Concussions are classed as only the fourth most common injury in the sport, though research is currently lacking in the field, and this figure does not account for non-reporting. Additionally, the perception of rugby players as ‘warriors’ does not lend itself well to assessing head injuries, as players are less likely to leave the field of play if they believe they can just ‘snap out of it.’
In 2007 former New Zealand All Black Stephen Devine was forced to retire due to repeated concussions sustained over the course of his career. He claims his head injuries were affecting his personal life to the extent that he had to quit the sport to enjoy the other aspects of his life. You can see more on his struggle in the video below. Head injury claims such as these are on the increase as players become more aware of the dangers associated with them, as was the case with Bernard Jackman and John Fogarty in more recent times.

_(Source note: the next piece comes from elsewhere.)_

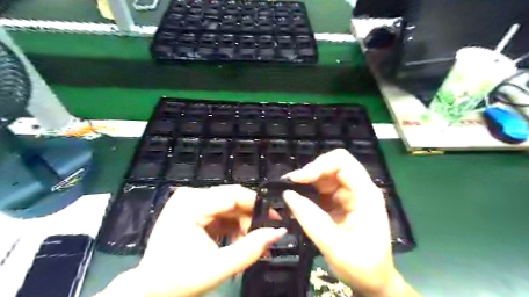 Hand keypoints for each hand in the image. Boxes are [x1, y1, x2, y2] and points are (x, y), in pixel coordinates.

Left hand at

It will be interesting to see how the debate develops on a wider scale, and the impact it will have on all sports, particularly rugby. More research is required to be done into the effects of concussions and head injuries in relation to rugby, but awareness is growing, if slowly. Here at Blackwater Law we’re following all the developments closely so we can assess how best to deal with all our head injury claims. We deal with people from all walks of life, and the devastating impact that head and brain injuries can have means that we’re always looking to stay updated on changes in the field.
Everyone here at Blackwater Law would like to wish the Lions the very best success on their tour of Australia.